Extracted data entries
——————————

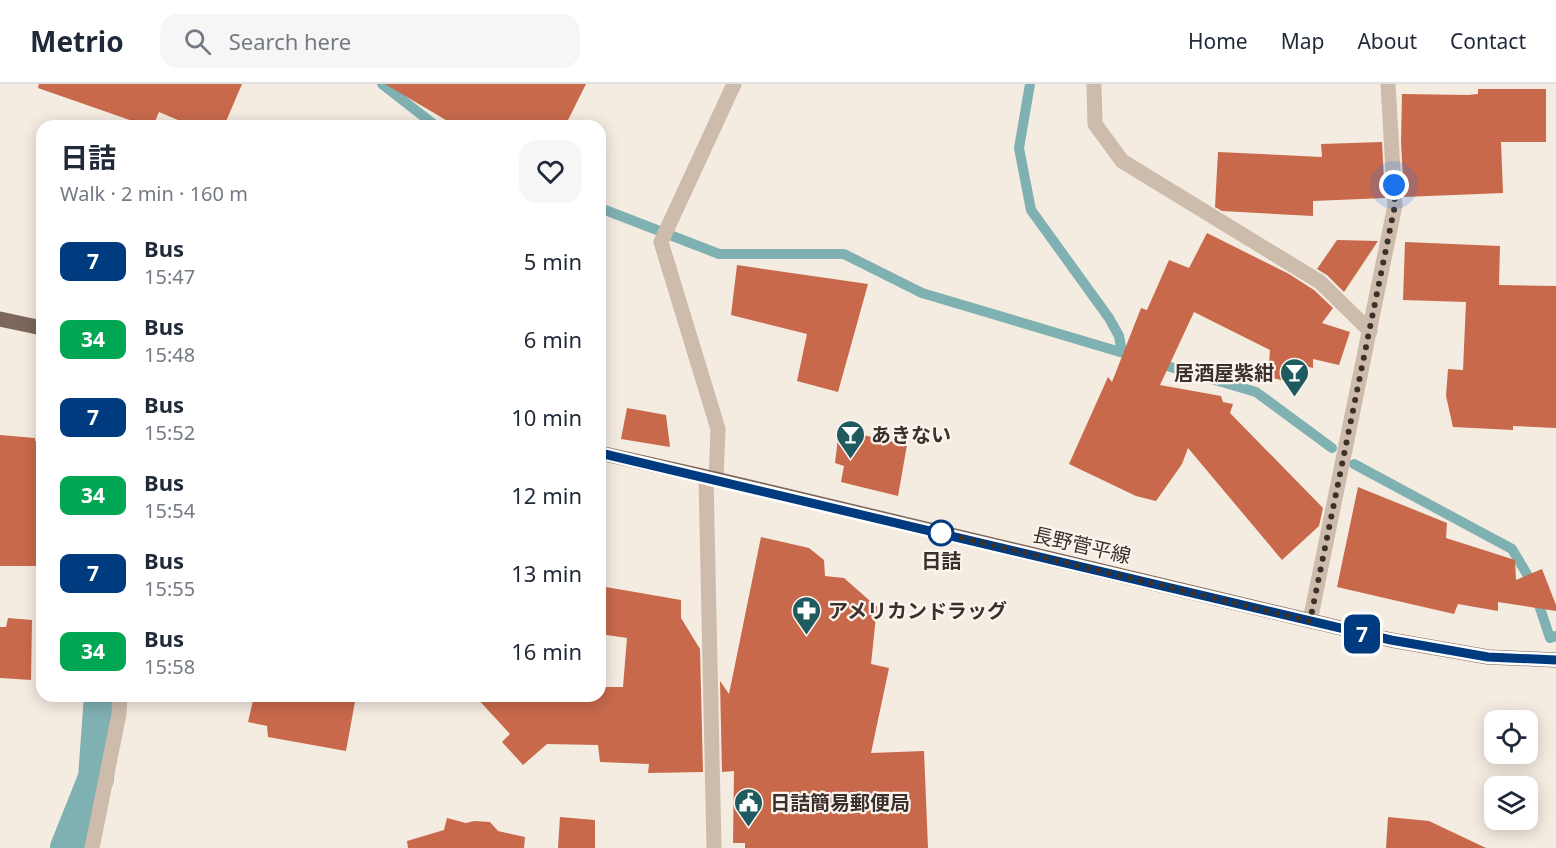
<!DOCTYPE html>
<html lang="en">
<head>
<meta charset="utf-8">
<style>
	:root { --surface:#fff; --page:#f6f6f7; --text:#1f2937; --muted:#747a83; --line:#e0e1e3 }
	body { margin:0; font-family:"Noto Sans","Noto Sans JP",sans-serif; background:var(--page); color:var(--text); height:100vh; display:flex; flex-direction:column; font-size:22px; white-space:nowrap }
	* { box-sizing:border-box; margin:0 }
	p { font-size:20px; color:var(--muted) }
	.icon { flex:none; width:33px; height:33px; fill:none; stroke:currentColor; stroke-width:2; stroke-linecap:round; stroke-linejoin:round }
	.map { position:relative; flex:1; overflow:hidden }
	.drawer { position:absolute; left:36px; top:36px; width:570px; height:582px; display:flex; flex-direction:column; background:var(--surface); border-radius:18px; box-shadow:0 3px 15px #0003 }
	.drawer>* { flex:none }
	.badge { padding:0 12px; border-radius:9px; font-size:21px; line-height:39px }
	.tools { position:absolute; left:1484px; top:626px; display:grid; gap:12px }
	.tools a { display:grid; place-items:center; width:54px; height:54px; border-radius:12px; background:var(--surface); box-shadow:0 3px 15px #0003; font-size:30px }
	.you { position:absolute; width:30px; height:30px; margin:-15px; border:4px solid #fff; border-radius:50%; background:#1a73e8; box-shadow:0 0 0 9px #1a73e833 }
	.map>.badge { position:absolute; translate:-50% -50%; box-shadow:0 0 0 3px #fff }
	.round { display:grid; place-items:center; flex:none; width:63px; height:63px; border-radius:18px; background:var(--page) }
	.head { display:flex; align-items:center; justify-content:space-between; height:102px; padding:0 24px }
	h1 { font-size:28px; font-weight:700; line-height:45px }
	ul { padding:0; list-style:none }
	li { display:flex; align-items:center; gap:18px; height:78px; padding:0 24px }
	li div { flex:1 }
	li b { display:block; font-size:22px }
	li em { font-style:normal }
	li .badge { min-width:66px; font-weight:700; text-align:center }
	header { display:flex; align-items:center; gap:36px; box-sizing:border-box; height:84px; padding:0 30px; background:var(--surface); border-bottom:2px solid var(--line) }
	header strong { font-size:28px }
	nav { display:flex; gap:33px; margin-inline-start:auto; font-size:21px }
	.search { width:420px; height:54px; background:var(--page); display:flex; align-items:center; gap:15px; box-sizing:border-box; padding:0 21px; border-radius:18px; color:var(--muted); font-size:22px }
	.map>svg:first-child { display:block }
	.lines { fill:none; stroke-linecap:round; stroke-linejoin:round }
	.stream { stroke:#7fb0b2; stroke-width:10 }
	.canal { stroke:#7fb0b2; stroke-width:36 }
	.building { fill:#c8694b }
	.service { stroke:#cdbbac; stroke-width:15 }
	.minor { stroke:#cdbbac; stroke-width:15 }
	.primary { stroke:#7d675c; stroke-width:15 }
	.line-casing { stroke:#fff; stroke-width:14 }
	.line { stroke:#003b80; stroke-width:9 }
	.walk { stroke:#3b302b; stroke-width:6; stroke-dasharray:0 10.8 }
	.stop-dot { fill:#fff; stroke:#003b80; stroke-width:3 }
	.labels { text-anchor:middle; dominant-baseline:central; stroke-width:4.5; stroke-linejoin:round; paint-order:stroke }
	.poi-label { font-size:20px; font-weight:bold; fill:#3b302b; stroke:#fbf5ee; text-anchor:start }
	.street-label { font-size:20px; fill:#3b302b; stroke:#fbf5ee }
	.stop-label { font-size:20px; font-weight:bold; fill:#3b302b; stroke:#fbf5ee }
</style>
</head>
<body>
<header>
<strong>Metrio</strong>
<div class="search"><svg class="icon" aria-label="search" viewBox="0 0 24 24"><circle cx="10" cy="10" r="6"/><path d="M15 15l6 6"/></svg>Search here</div>
<nav><a>Home</a><a>Map</a><a>About</a><a>Contact</a></nav>
</header>
<div class="map">
<svg width="1556" height="764" viewBox="0 0 1556 764">
	<rect width="100%" height="100%" fill="#f4ebe1"/>
	<g class="lines">
		<!-- stream -->
		<path class="stream" d="M382,0L436,42
			M1030,0L1019,64L1031,126L1109,234L1119,252L1122,268
			M600,124L719,170H844L922,209L1137,273
			M1157,279L1256,308L1332,364
			M1354,380L1512,465L1531,497L1550,554L1556,552"/>
		<!-- canal -->
		<path class="canal" d="M68,764L96,694L102,612"/>
	</g>
	<!-- building -->
	<path class="building" d="M39,0H242L224,42H192L159,28L153,42H147L38,4Z
		M385,0H586L565,42H456Z
		M1478,5H1546V58H1501L1503,109L1404,113L1401,58L1402,10L1468,11L1478,10Z
		M1382,58L1385,114L1313,117V132L1222,127L1215,123L1218,68L1322,73L1321,60Z
		M1207,149L1289,190L1314,206L1333,224L1322,239L1350,248L1339,281L1313,275V284L1301,281L1295,299L1268,293L1270,266L1194,228L1160,301L1221,312L1223,318L1233,320L1230,329L1323,424L1319,442L1282,476L1188,364L1182,380L1156,417L1136,412L1069,380L1108,293L1112,298L1141,224L1147,226L1169,176L1189,184Z
		M1337,156L1378,157L1344,208L1327,191L1317,185Z
		M1405,158L1500,162L1499,201L1556,202V344L1513,342V346L1453,343L1446,312L1448,285L1463,286L1466,218L1403,216Z
		M737,181L868,200L838,308L797,297L807,250L731,231Z
		M627,324L666,331L670,363L621,355Z
		M0,351L35,354V357L42,358V482H0Z
		M863,351L907,361L898,412L841,398L844,382L835,379L838,354Z
		M1358,403L1447,439L1446,454L1515,476L1516,496L1542,485L1556,521V527L1498,518V527L1458,520L1454,530L1337,503Z
		M761,453L809,464L824,476L825,492L844,494L877,523L871,580L889,584L871,669L924,667L928,764H745V759H733L734,687L722,688L720,597L729,610Z
		M600,502L681,516V534L700,565L703,688L648,689L649,680L600,678L598,661L547,660L523,681L502,658L510,650L475,612H600V603H623L627,554L600,550Z
		M8,534L32,536L31,596L0,594V543H6Z
		M254,612H356L346,667L268,653L267,642L248,638Z
		M560,733L595,736V764H558Z
		M1388,733L1429,737L1486,764H1386Z
		M447,734L466,739L474,737L490,738L498,747L525,753L524,764H408L407,757L444,746Z"/>
	<g class="lines">
		<!-- service -->
		<path class="service" d="M1094,0L1095,40L1122,77L1320,198L1370,247
			M716,395L718,345L661,158L734,0"/>
		<!-- minor -->
		<path class="minor" d="M706,394L714,764
			M1310,537L1395,121L1388,0
			M92,764L119,630L120,612"/>
		<!-- primary -->
		<path class="primary" d="M0,235L42,244
			M600,369L716,395L1391,556L1488,573L1556,576"/>
	</g>
	<g class="lines">
		<defs>
			<path id="line" d="M600,369L1391,556L1488,573L1556,576"/>
		</defs>
		<!-- line casing -->
		<use href="#line" class="line-casing"/>
		<!-- line -->
		<use href="#line" class="line"/>
		<!-- walk -->
		<path class="walk" d="M941,449L1310,537L1395,121L1394,101"/>
	</g>
	<!-- icons -->
	<defs>
		<symbol id="bar-pin" viewBox="-11 -11 22 30"><path d="M0 17L-7.5 6A9.5 9.5 0 1 1 7.5 6Z" fill="#1f5a5e" stroke="#fbf5ee"/><path d="M-6-5H6L.8 .8V4.5H3.5V6h-7V4.5H-.8V.8Z" fill="#fff"/></symbol>
		<symbol id="pharmacy-pin" viewBox="-11 -11 22 30"><path d="M0 17L-7.5 6A9.5 9.5 0 1 1 7.5 6Z" fill="#1f5a5e" stroke="#fbf5ee"/><path d="M-2-6h4v4h4v4h-4v4h-4v-4h-4v-4h4Z" fill="#fff"/></symbol>
		<symbol id="civic-pin" viewBox="-11 -11 22 30"><path d="M0 17L-7.5 6A9.5 9.5 0 1 1 7.5 6Z" fill="#1f5a5e" stroke="#fbf5ee"/><path d="M-.6-6.5H3V-4.5H.6V-3L4-1V1h2V6H-6V1h2V-1L-.6-3ZM-1.2 2.5V6h2.4V2.5Z" fill="#fff"/></symbol>
	</defs>
	<g fill-rule="evenodd">
		<use href="#bar-pin" x="1278" y="272" width="33" height="45"/>
		<use href="#bar-pin" x="834" y="334" width="33" height="45"/>
		<use href="#pharmacy-pin" x="790" y="510" width="33" height="45"/>
		<use href="#civic-pin" x="732" y="702" width="33" height="45"/>
	</g>
	<!-- markers -->
	<circle class="stop-dot" cx="941" cy="449" r="12"/>
	<g class="labels">
		<!-- poi labels -->
		<g class="poi-label">
			<text x="1274" y="288" text-anchor="end">居酒屋紫紺</text>
			<text x="871" y="350">あきない</text>
			<text x="828" y="526">アメリカンドラッグ</text>
			<text x="770" y="718">日詰簡易郵便局</text>
		</g>
		<!-- street labels -->
		<g class="street-label">
			<text transform="translate(1082 461) rotate(13)">長野菅平線</text>
		</g>
		<!-- stop labels -->
		<g class="stop-label">
			<text x="941" y="476">日詰</text>
		</g>
	</g>
</svg>
<div class="tools">
<a><svg class="icon" aria-label="locate" viewBox="0 0 24 24"><circle cx="12" cy="12" r="6"/><path d="M12 2v4M12 18v4M2 12h4M18 12h4"/></svg></a>
<a><svg class="icon" aria-label="layers" viewBox="0 0 24 24"><path d="M12 4l9 5-9 5-9-5zM3 14l9 5 9-5"/></svg></a>
</div>
<div class="you" style="left:1394px;top:101px"></div>
<b class="badge" style="left:1362px;top:550px;background:#003b80;color:#fff">7</b>
<section class="drawer">
<div class="head"><div><h1>日詰</h1><p>Walk · 2 min · 160 m</p></div><a class="round"><svg class="icon" aria-label="heart" viewBox="0 0 24 24"><path d="M12 20l-8-8c-3-5 5-10 8-4 3-6 11-1 8 4z"/></svg></a></div>
<ul>
<li><span class="badge" style="background:#003b80;color:#fff">7</span><div><b>Bus</b><p>15:47</p></div><em>5 min</em></li>
<li><span class="badge" style="background:#00a651;color:#fff">34</span><div><b>Bus</b><p>15:48</p></div><em>6 min</em></li>
<li><span class="badge" style="background:#003b80;color:#fff">7</span><div><b>Bus</b><p>15:52</p></div><em>10 min</em></li>
<li><span class="badge" style="background:#00a651;color:#fff">34</span><div><b>Bus</b><p>15:54</p></div><em>12 min</em></li>
<li><span class="badge" style="background:#003b80;color:#fff">7</span><div><b>Bus</b><p>15:55</p></div><em>13 min</em></li>
<li><span class="badge" style="background:#00a651;color:#fff">34</span><div><b>Bus</b><p>15:58</p></div><em>16 min</em></li>
</ul>
</section>
</div>
</body>
</html>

——————————

__EXERCISE REQUIREMENTS__. Above are some records. Report the number of their lines that include "solid", and add nothing else.

__ANSWER TO THE EXERCISE__. 2